Il est bien connu que, dans tous les domaines de l'industrie tels qu'à titre d'exemple l'automobile, l'électroménager, la conserverie..., il est nécessaire de protéger les pièces en fer, en fonte ou en acier contre la corrosion.
Parmi les procédés les plus couramment utilisés pour effectuer cette protection on peut mentionner la galvanisation qui est connue depuis déjà de nombreuses dizaines d'années.
Cette opération, qui consiste à recouvrir les pièces à protéger d'une couche de protection à base de zinc, peut s'effectuer soit par trempage dans un bain de zinc fondu (ou enduction au rouleau), soit par électrozingage.
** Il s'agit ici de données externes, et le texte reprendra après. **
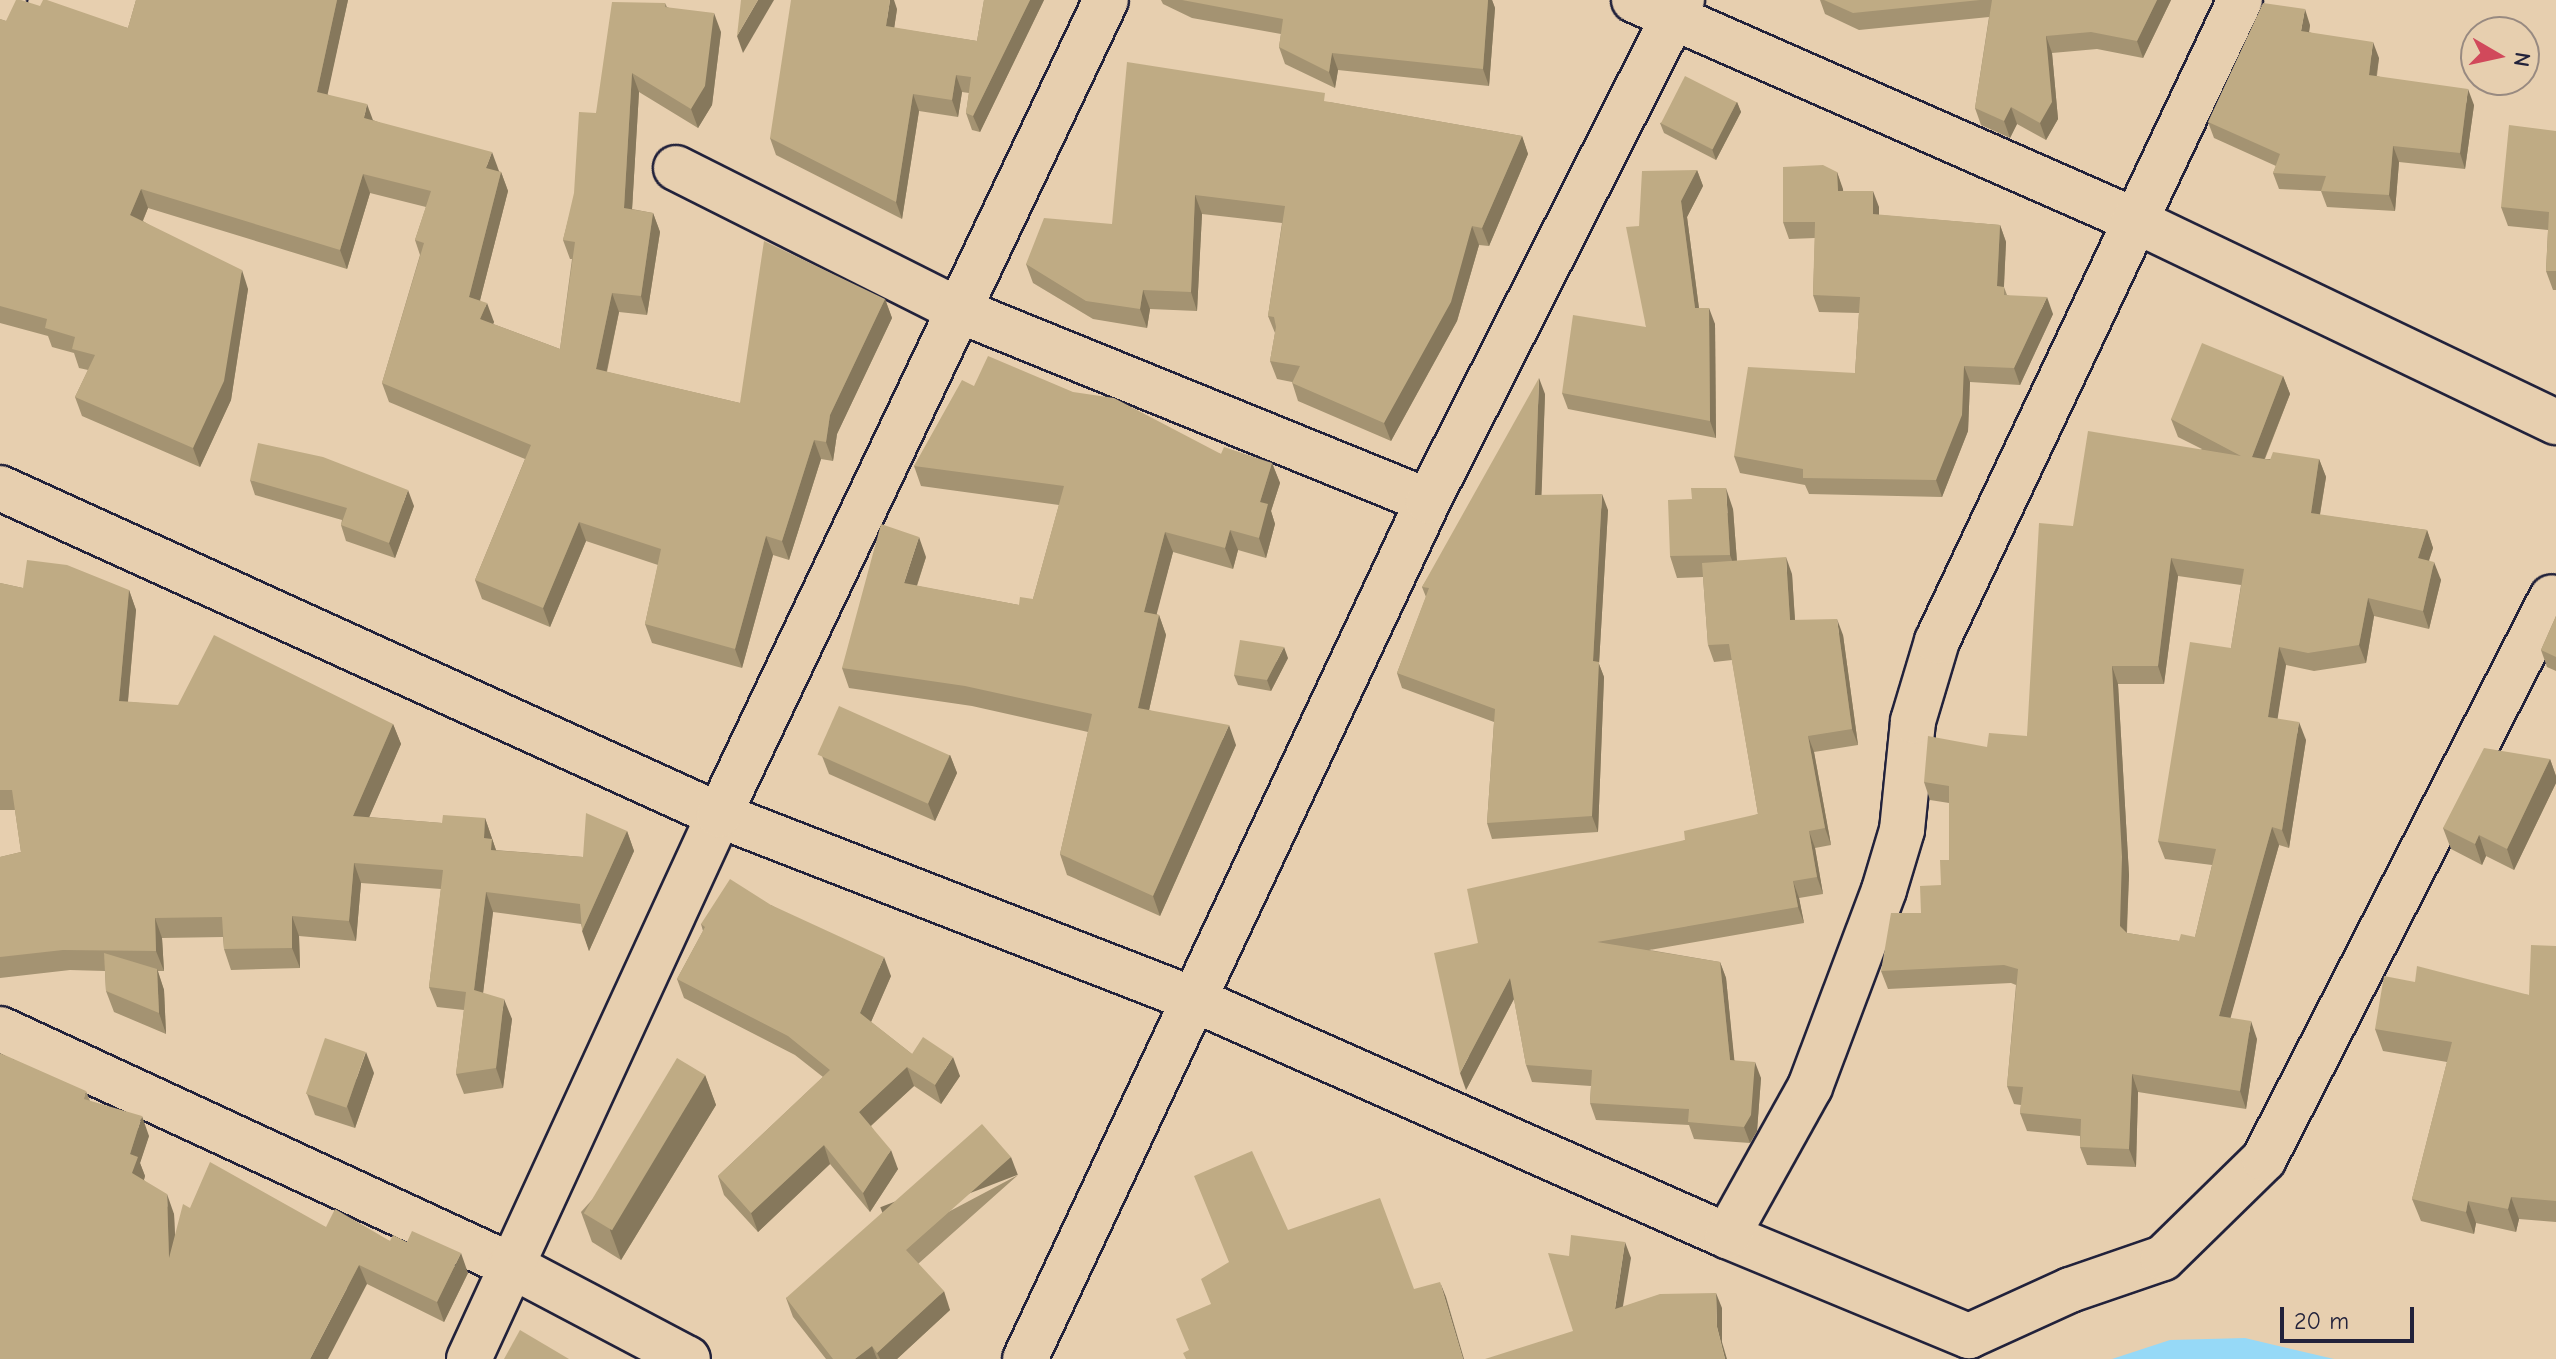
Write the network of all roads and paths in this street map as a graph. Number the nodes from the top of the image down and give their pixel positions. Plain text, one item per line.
1 (4, 0) edge
2 (1106, 0) edge
3 (1634, 0) edge
4 (2240, 0) edge
5 (1678, 8) edge
6 (0, 10) edge
7 (676, 168) dead end
8 (2134, 220) junction
9 (958, 310) junction
10 (2556, 422) edge
11 (0, 488) edge
12 (1428, 501) junction
13 (2552, 597) dead end
14 (719, 815) junction
15 (1195, 1000) junction
16 (0, 1029) edge
17 (1727, 1236) junction
18 (510, 1265) junction
19 (469, 1359) edge
20 (688, 1359) edge
21 (1025, 1359) edge

1 - 6 street
2 - 9 street
3 - 5 street
4 - 8 street
5 - 8 street
5 - 12 street
7 - 9 street
8 - 10 street
8 - 17 street
9 - 12 street
9 - 14 street
11 - 14 street
12 - 15 street
13 - 17 street
14 - 15 street
14 - 18 street
15 - 17 street
15 - 21 street
16 - 18 street
18 - 19 street
18 - 20 street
Le dépôt, qui doit être d'épaisseur contrôlée, peut ou non être réalisé sur toutes les faces de la pièce. Il est constitué de zinc pur ou additionné d'éléments tels qu'à titre d'exemple le nickel, l'étain, le cuivre, le plomb, le fer, le cobalt ou encore l'aluminium.
Il est en particulier à noter que l'ajout d'aluminium améliore la brillance des revêtements de galvanisation, réduit l'oxydation superficielle du zinc, améliore la fluidité du bain, et permet de contrôler la réaction zinc/fer qui contribue à l'obtention de l'épaisseur.
En effet, pour donner satisfaction, les revêtements de galvanisation doivent avoir un aspect uniforme non marbré et brillant et, en outre, avoir une épaisseur homogène en règle générale de l'ordre de 10 à 40 m.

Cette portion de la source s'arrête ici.